From the data below, set down exactly the lines between the one holding "middle dip: (831, 758)" and the one holding "thumb mcp: (1100, 812)", inclusive, and no others.
(Beginning of Available records)
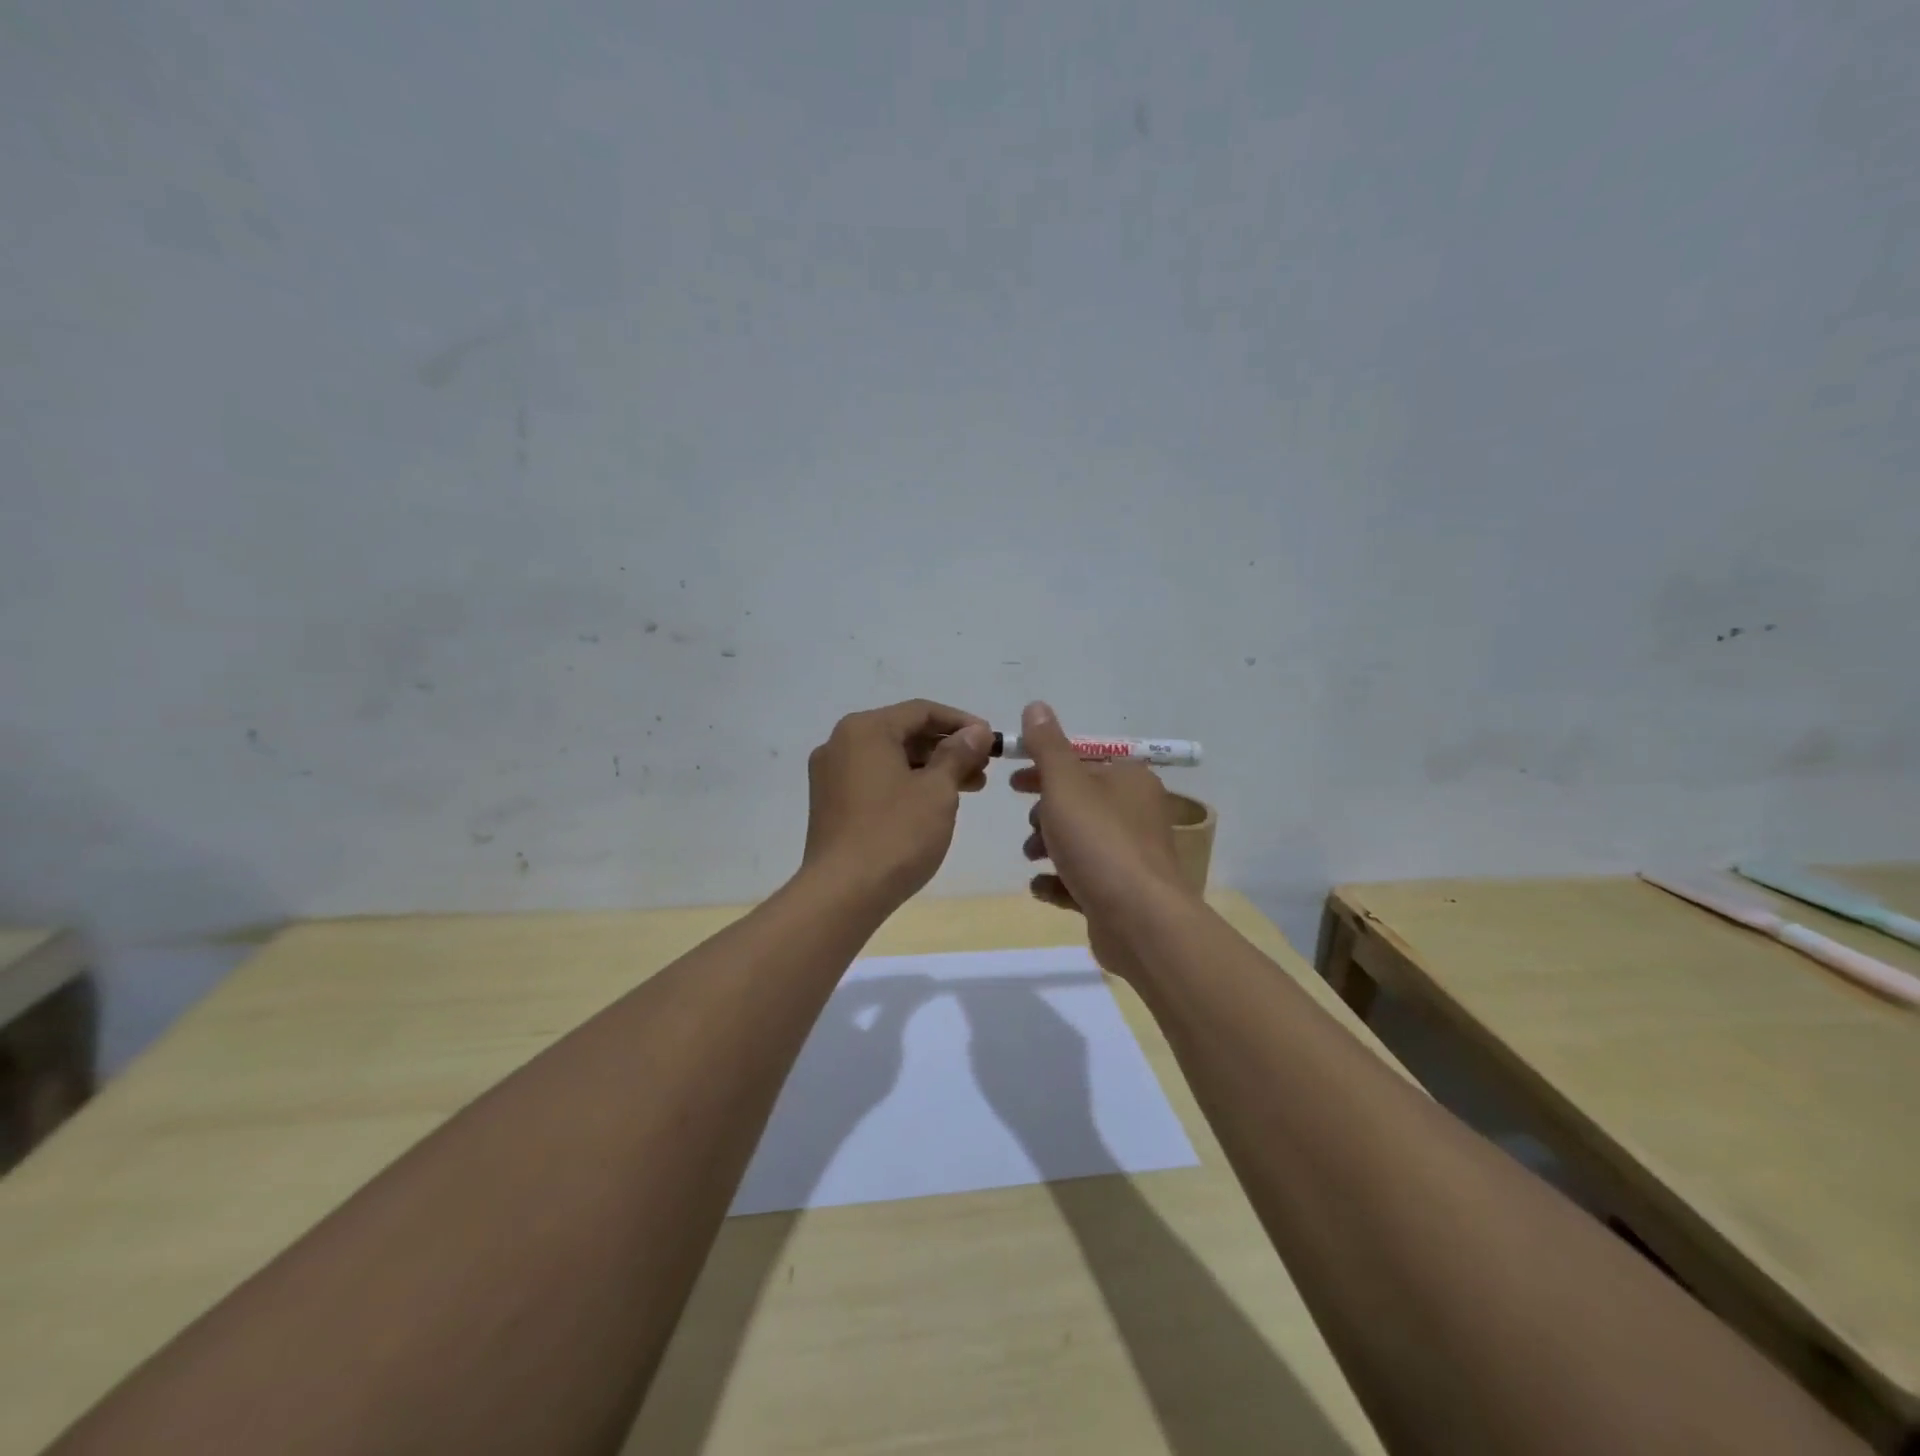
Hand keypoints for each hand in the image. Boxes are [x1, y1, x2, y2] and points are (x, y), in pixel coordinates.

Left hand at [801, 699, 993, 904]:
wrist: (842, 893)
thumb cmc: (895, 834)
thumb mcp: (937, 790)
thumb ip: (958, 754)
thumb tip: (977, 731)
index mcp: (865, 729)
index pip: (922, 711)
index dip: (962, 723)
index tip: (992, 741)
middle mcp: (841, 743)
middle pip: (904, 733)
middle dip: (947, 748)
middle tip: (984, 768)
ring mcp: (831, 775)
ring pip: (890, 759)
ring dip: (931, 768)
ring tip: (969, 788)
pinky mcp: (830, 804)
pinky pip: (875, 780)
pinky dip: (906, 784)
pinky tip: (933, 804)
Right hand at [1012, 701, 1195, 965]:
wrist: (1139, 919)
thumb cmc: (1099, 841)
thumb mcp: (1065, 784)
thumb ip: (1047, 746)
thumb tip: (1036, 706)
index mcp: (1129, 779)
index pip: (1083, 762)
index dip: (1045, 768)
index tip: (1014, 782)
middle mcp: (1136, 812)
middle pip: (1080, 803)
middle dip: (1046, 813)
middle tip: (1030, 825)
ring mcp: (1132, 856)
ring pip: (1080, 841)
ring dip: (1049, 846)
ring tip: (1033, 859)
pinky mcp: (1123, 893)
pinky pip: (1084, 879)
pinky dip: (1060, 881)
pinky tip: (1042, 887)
(End of Available records)
(Beginning of Available records)
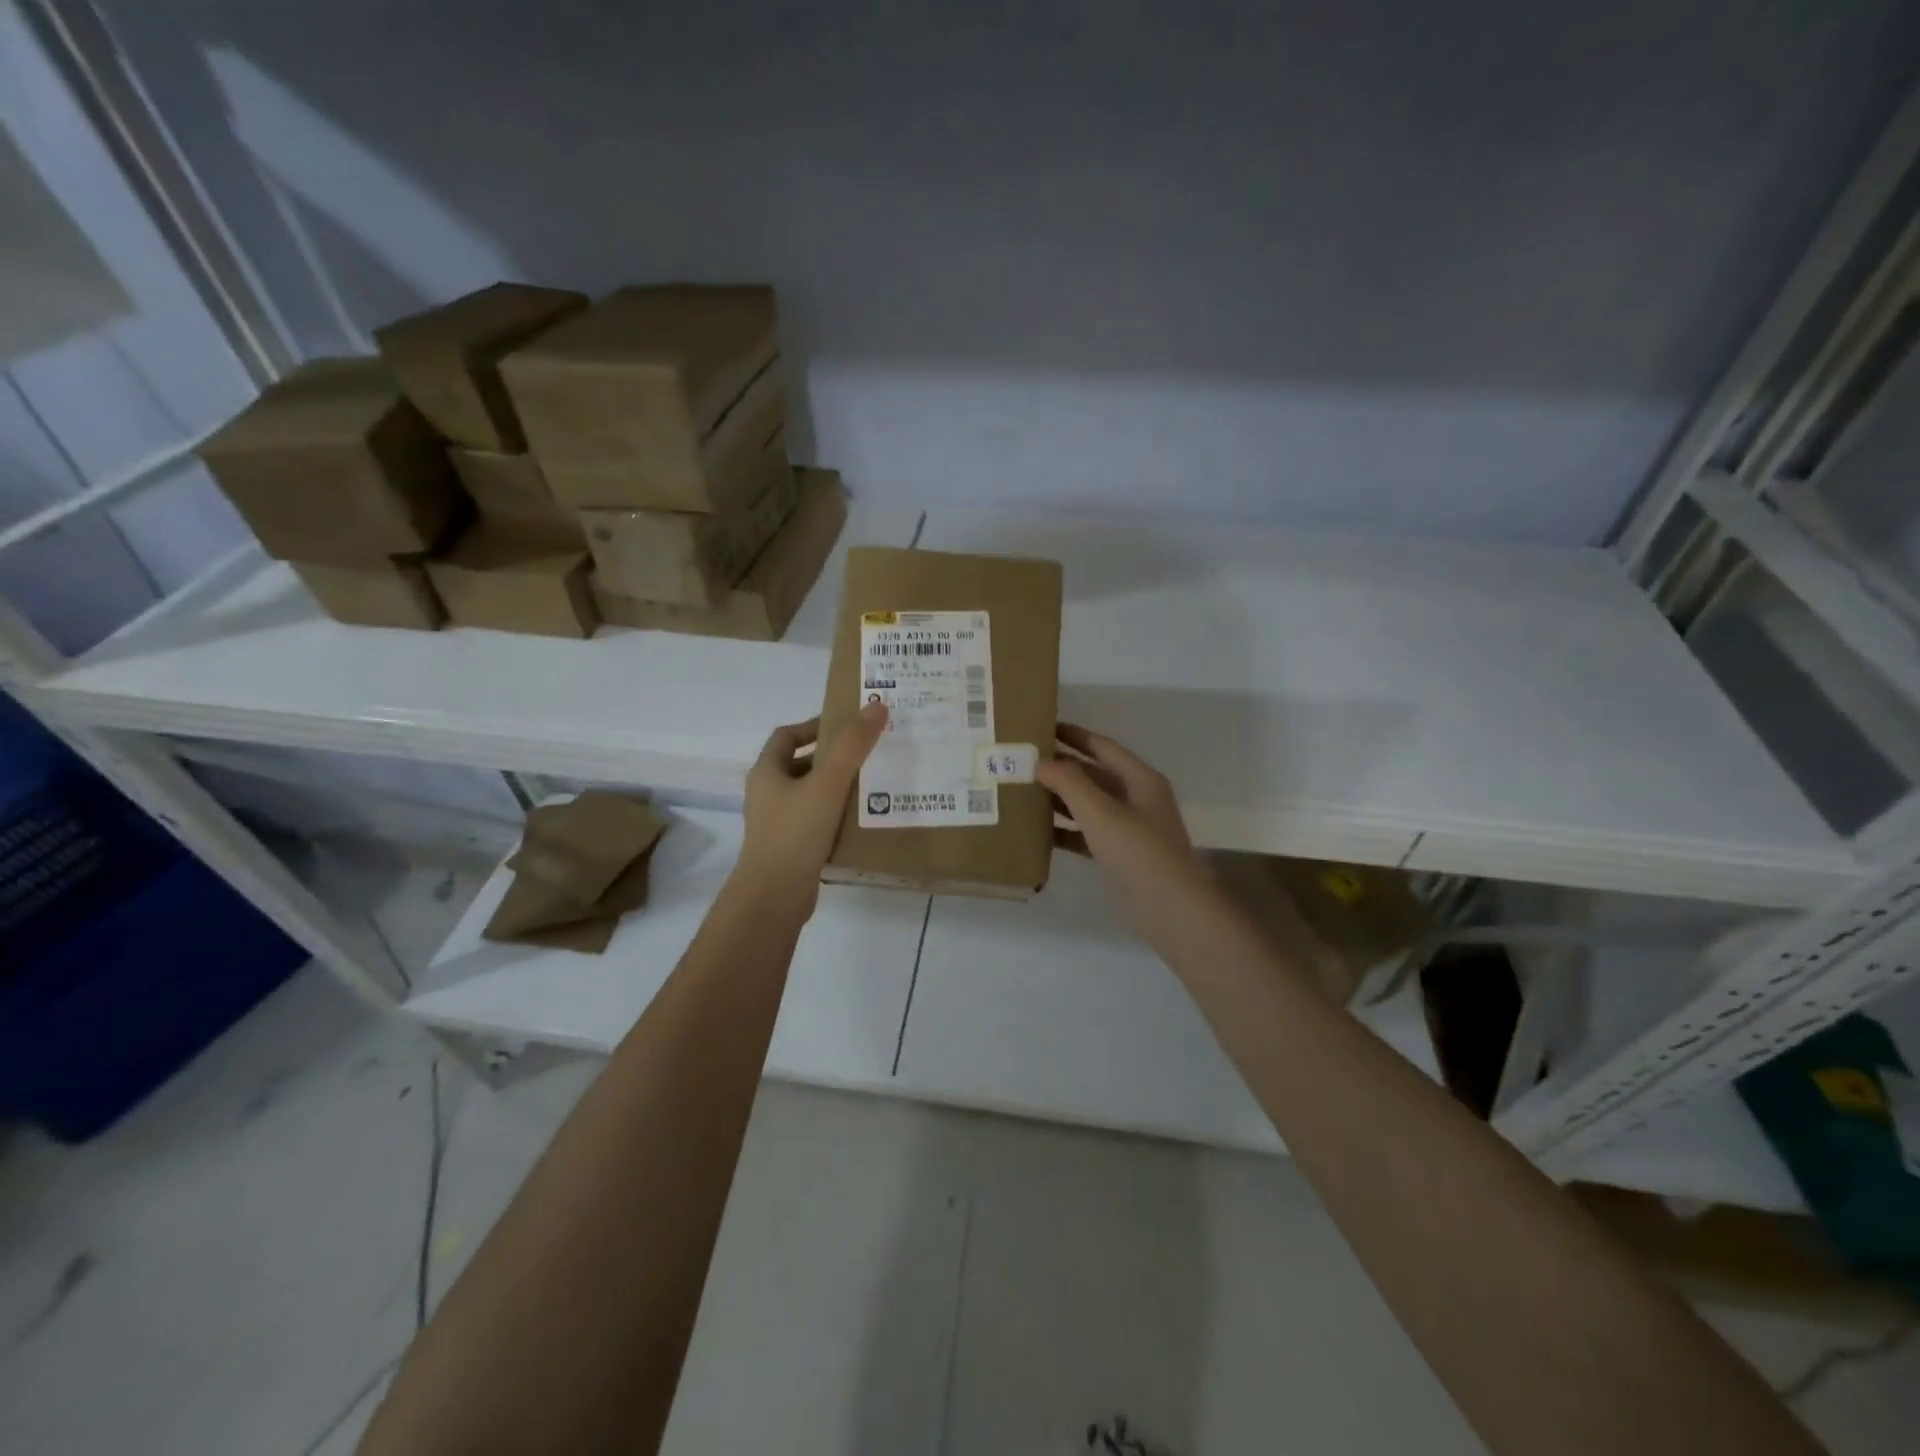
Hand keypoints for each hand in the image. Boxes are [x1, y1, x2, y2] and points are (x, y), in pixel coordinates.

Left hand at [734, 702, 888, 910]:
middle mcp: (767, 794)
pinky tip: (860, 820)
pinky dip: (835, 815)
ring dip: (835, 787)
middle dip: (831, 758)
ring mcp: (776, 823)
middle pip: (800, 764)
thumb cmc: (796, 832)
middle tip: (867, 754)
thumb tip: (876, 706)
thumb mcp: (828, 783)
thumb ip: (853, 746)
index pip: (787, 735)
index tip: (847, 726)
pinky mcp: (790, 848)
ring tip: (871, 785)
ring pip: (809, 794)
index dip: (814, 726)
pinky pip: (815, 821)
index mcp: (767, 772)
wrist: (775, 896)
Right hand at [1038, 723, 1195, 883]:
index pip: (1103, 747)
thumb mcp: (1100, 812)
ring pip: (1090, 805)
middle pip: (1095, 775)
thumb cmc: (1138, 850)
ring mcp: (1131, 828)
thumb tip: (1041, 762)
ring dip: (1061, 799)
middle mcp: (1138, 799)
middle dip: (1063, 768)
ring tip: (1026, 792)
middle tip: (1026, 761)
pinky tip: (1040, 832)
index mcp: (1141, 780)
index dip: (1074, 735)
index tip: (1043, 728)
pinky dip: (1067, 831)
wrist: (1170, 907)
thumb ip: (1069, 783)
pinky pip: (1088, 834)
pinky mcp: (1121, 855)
(End of Available records)
Response to the exercise:
middle dip: (831, 758)
ring mcp: (776, 823)
middle pip: (800, 764)
thumb cmc: (796, 832)
middle tip: (867, 754)
thumb tip: (876, 706)
thumb mcp: (828, 783)
thumb ip: (853, 746)
index pip: (787, 735)
index tip: (847, 726)
pinky mcp: (790, 848)
ring tip: (871, 785)
ring pip: (809, 794)
index dip: (814, 726)
pinky pip: (815, 821)
index mcp: (767, 772)
wrist: (775, 896)
Right hand at [1038, 723, 1195, 883]:
index pip: (1103, 747)
thumb mcp: (1100, 812)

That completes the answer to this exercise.